## What the exercise asks
Taking the data below line by line, count those that include the word "dead" and report the number alone.

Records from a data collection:
·····

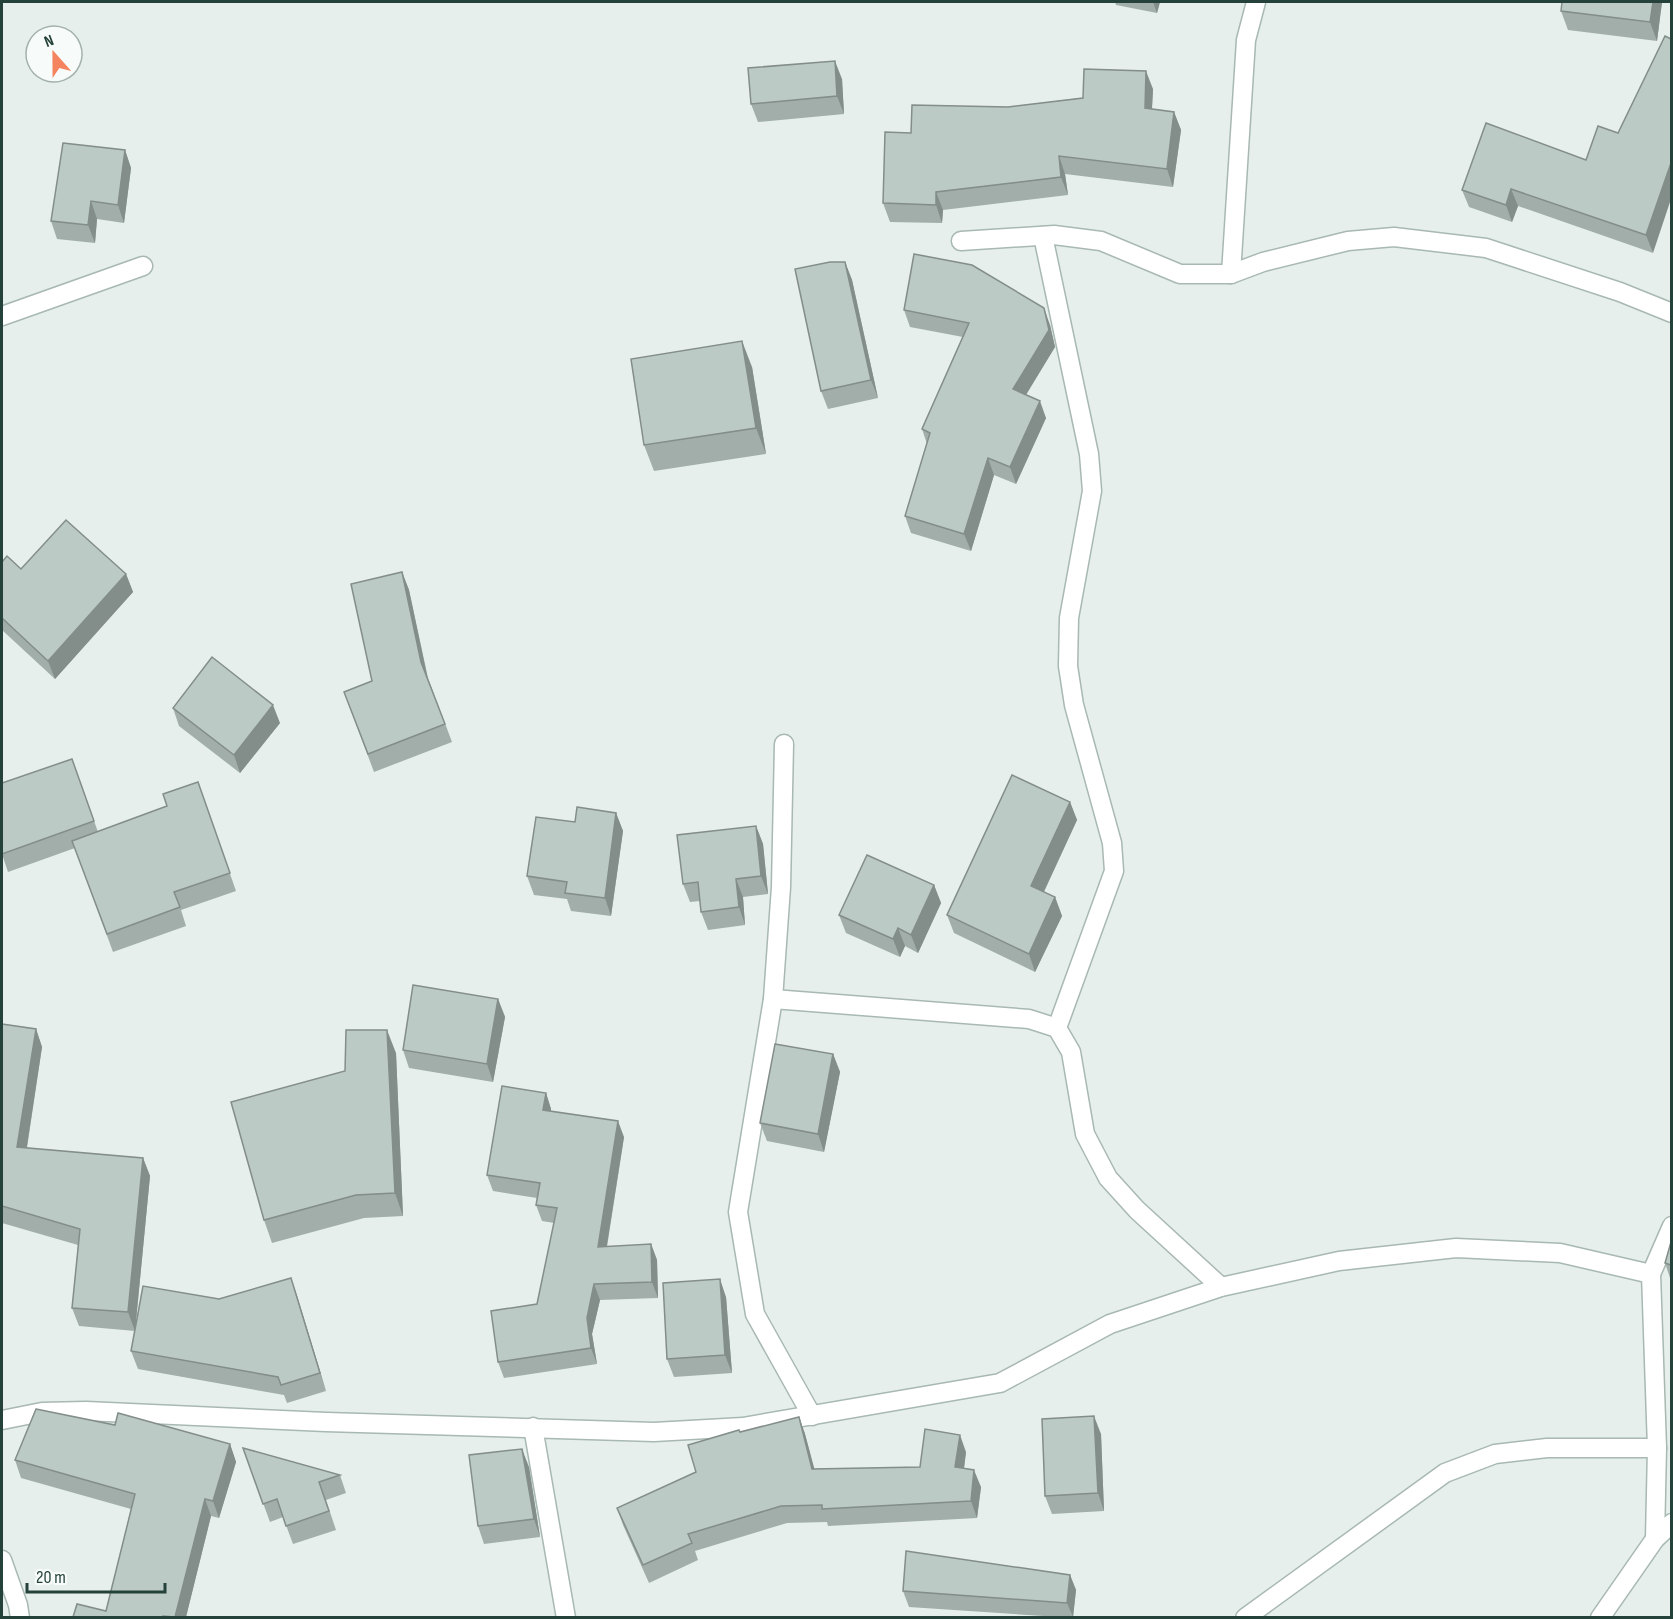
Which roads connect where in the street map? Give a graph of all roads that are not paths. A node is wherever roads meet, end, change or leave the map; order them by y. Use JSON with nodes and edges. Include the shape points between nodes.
{"nodes":[{"id":1,"x":1256,"y":2,"type":"edge"},
{"id":2,"x":1043,"y":236,"type":"junction"},
{"id":3,"x":961,"y":241,"type":"dead end"},
{"id":4,"x":143,"y":267,"type":"dead end"},
{"id":5,"x":1231,"y":274,"type":"junction"},
{"id":6,"x":1671,"y":313,"type":"edge"},
{"id":7,"x":2,"y":316,"type":"edge"},
{"id":8,"x":784,"y":744,"type":"dead end"},
{"id":9,"x":773,"y":999,"type":"junction"},
{"id":10,"x":1057,"y":1028,"type":"junction"},
{"id":11,"x":1671,"y":1226,"type":"edge"},
{"id":12,"x":1651,"y":1274,"type":"junction"},
{"id":13,"x":1221,"y":1287,"type":"junction"},
{"id":14,"x":812,"y":1416,"type":"junction"},
{"id":15,"x":2,"y":1420,"type":"edge"},
{"id":16,"x":533,"y":1427,"type":"junction"},
{"id":17,"x":1657,"y":1448,"type":"junction"},
{"id":18,"x":1671,"y":1523,"type":"edge"},
{"id":19,"x":1655,"y":1539,"type":"junction"},
{"id":20,"x":2,"y":1560,"type":"edge"},
{"id":21,"x":20,"y":1617,"type":"edge"},
{"id":22,"x":566,"y":1617,"type":"edge"},
{"id":23,"x":1245,"y":1617,"type":"edge"},
{"id":24,"x":1600,"y":1617,"type":"edge"}],
"edges":[{"from":1,"to":5,"type":"street","via":[[1246,39]]},
{"from":2,"to":3,"type":"street"},
{"from":2,"to":5,"type":"street","via":[[1101,242],[1179,274]]},
{"from":2,"to":10,"type":"street","via":[[1089,454],[1092,491],[1069,618],[1068,666],[1074,705],[1112,843],[1114,871]]},
{"from":4,"to":7,"type":"street"},
{"from":5,"to":6,"type":"street","via":[[1348,241],[1394,237],[1486,248]]},
{"from":8,"to":9,"type":"street","via":[[781,887]]},
{"from":9,"to":10,"type":"street","via":[[1029,1019]]},
{"from":9,"to":14,"type":"street","via":[[738,1212],[755,1314]]},
{"from":10,"to":13,"type":"street","via":[[1071,1052],[1085,1134],[1108,1178]]},
{"from":11,"to":12,"type":"street"},
{"from":12,"to":13,"type":"street","via":[[1560,1253],[1456,1248],[1339,1261]]},
{"from":12,"to":17,"type":"street"},
{"from":13,"to":14,"type":"street","via":[[1110,1324],[1000,1383]]},
{"from":14,"to":16,"type":"street","via":[[743,1427],[654,1432]]},
{"from":15,"to":16,"type":"street","via":[[42,1412],[86,1411]]},
{"from":16,"to":22,"type":"street"},
{"from":17,"to":19,"type":"street"},
{"from":17,"to":23,"type":"street","via":[[1505,1453],[1445,1473]]},
{"from":18,"to":19,"type":"street"},
{"from":19,"to":24,"type":"street"},
{"from":20,"to":21,"type":"street"}]}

·····

## Solution
3